L’inadempimento (da parte della struttura sanitaria) dell’obbligazione da ultimo indicata genera l’ulteriore obbligo informativo anzidetto, che si pone a protezione del paziente e che grava non solo sulla struttura sanitaria, ma, questa volta, anche sul medico operante, il quale, pure se esente da colpa professionale nella fase esecutiva del suo intervento, è comunque tenuto ad avvisare il paziente della inadeguatezza degli strumenti diagnostici, così da non determinare in esso l’insorgere di un incolpevole affidamento sulla sicura bontà dell’esame strumentale.

Ed è proprio in tale prospettiva che questa Corte ha affermato doversi ravvisare la colpa del medico che ometta di attivarsi per il trasferimento di un paziente in una struttura ospedaliera più idonea ove in quella di ricovero non possa essere adeguatamente curato (Cass., 22 ottobre 2014, n. 22338).

Dunque, l’obbligo protettivo di informazione nasce in uno con l’inadempimento, da parte della struttura sanitaria, dell’obbligo di adeguatezza organizzativa in rapporto all’assunzione della prestazione di spedalità in favore del paziente nonostante il deficit organizzativo. Sicché, il principio enunciato dalla decisione del 2011 non impone sempre e comunque alla struttura sanitaria ed al medico strutturato (che abbia correttamente operato in base agli strumenti diagnostici a sua disposizione) di indirizzare la paziente ad un centro ecografico di più elevata specializzazione, ma soltanto ove le apparecchiature tecniche non siano adeguate allo scopo; ossia – nella specie – non fossero tali da fornire una risposta corretta e completa in ordine alla diagnosi morfologica del feto diversamente da altri strumenti ecografici presenti in strutture sanitarie diverse.

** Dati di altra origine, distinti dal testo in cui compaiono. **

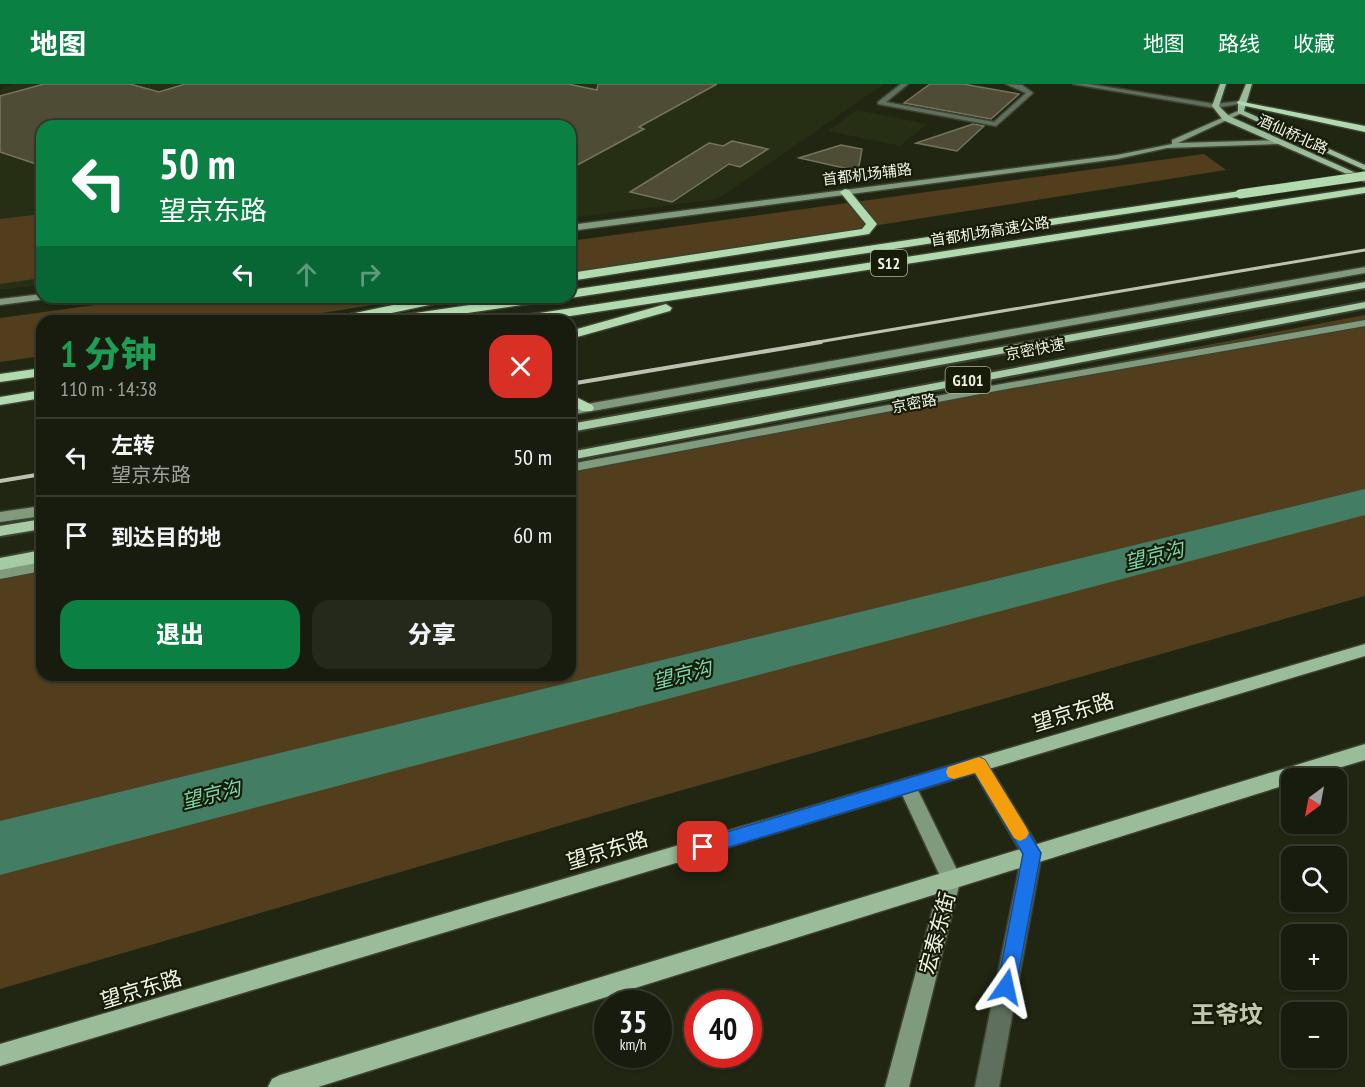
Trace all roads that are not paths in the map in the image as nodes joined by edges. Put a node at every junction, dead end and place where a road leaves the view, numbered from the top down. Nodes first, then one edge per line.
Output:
1 (905, 84) edge
2 (1009, 84) edge
3 (1076, 84) edge
4 (1101, 84) edge
5 (1223, 84) edge
6 (1249, 84) edge
7 (1214, 104) junction
8 (1240, 108) junction
9 (1226, 118) junction
10 (1365, 129) edge
11 (1277, 142) junction
12 (1167, 146) junction
13 (1365, 168) edge
14 (1365, 176) edge
15 (1365, 180) edge
16 (1365, 190) edge
17 (845, 192) junction
18 (576, 227) edge
19 (1365, 270) edge
20 (811, 274) junction
21 (576, 277) edge
22 (1365, 285) edge
23 (576, 293) edge
24 (36, 298) edge
25 (0, 302) edge
26 (420, 303) edge
27 (509, 303) edge
28 (1365, 305) edge
29 (364, 315) edge
30 (428, 315) edge
31 (551, 315) edge
32 (1365, 323) edge
33 (576, 333) edge
34 (36, 373) edge
35 (0, 378) edge
36 (36, 395) edge
37 (0, 401) edge
38 (576, 402) edge
39 (587, 408) junction
40 (576, 410) edge
41 (576, 427) edge
42 (576, 455) edge
43 (576, 467) edge
44 (36, 512) edge
45 (0, 517) edge
46 (36, 525) edge
47 (0, 531) edge
48 (36, 557) edge
49 (0, 564) edge
50 (36, 567) edge
51 (0, 574) edge
52 (1365, 650) edge
53 (1365, 752) edge
54 (979, 765) junction
55 (907, 786) junction
56 (1032, 853) junction
57 (951, 878) junction
58 (0, 1055) edge
59 (280, 1087) edge
60 (897, 1087) edge
61 (987, 1087) edge

1 - 2 street
3 - 7 street
4 - 7 street
5 - 7 main road
6 - 8 main road
7 - 8 street
7 - 9 main road, 酒仙桥北路
8 - 9 main road
8 - 10 highway
8 - 13 main road, 酒仙桥北路
9 - 11 main road, 酒仙桥北路
9 - 12 main road
11 - 12 main road
11 - 15 main road, 酒仙桥北路
12 - 17 main road, 首都机场辅路
14 - 23 highway, 首都机场高速公路 / S12, bridge
16 - 20 highway, 首都机场高速公路 / S12
17 - 18 main road, 首都机场辅路
17 - 21 highway
19 - 39 main road, G101
20 - 31 highway, 首都机场高速公路 / S12
20 - 33 highway
22 - 41 highway, 京密快速 / G101
24 - 25 main road
26 - 29 highway
27 - 30 highway
28 - 42 highway, 京密快速 / G101
32 - 43 main road, 京密路 / G101
34 - 35 highway
36 - 37 highway
38 - 39 highway
39 - 40 main road, G101
44 - 45 main road
46 - 47 highway
48 - 49 highway
50 - 51 main road
52 - 54 main road, 望京东路
53 - 56 main road
54 - 55 main road, 望京东路
54 - 56 street
55 - 57 main road, 宏泰东街
55 - 58 main road, 望京东路
56 - 57 main road
56 - 61 street
57 - 59 main road
57 - 60 main road, 宏泰东街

Sicché è corretta la decisione del giudice di appello che – al di là dell’erroneo convincimento sulla portata dell’evocato precedente di questa Corte – ha escluso, in linea con i principi sopra enunciati, l’assenza dell’inadempimento (a carico di struttura sanitaria e medici) dell’obbligo di informare la M. sulla presenza di altri centri specializzati e più idonei a rendere una diagnosi di morfologia fetale corretta e completa, giacché era ‘del tutto arbitrario affermare che la difficoltà nella diagnosi dipendesse, quantomeno all’epoca, dalla mancata visione degli arti nella loro interezza e non dalla rudimentale tecnica dei macchinari in quel periodo utilizzabili’ (anno 1986), che, come accertato in base alla espletata c.t.u. collegiale, ‘non consentivano che una scarsa sensibilità (inferiore al 20% in età gestazionale utile all’interruzione della gravidanza’ (p. 13 della sentenza).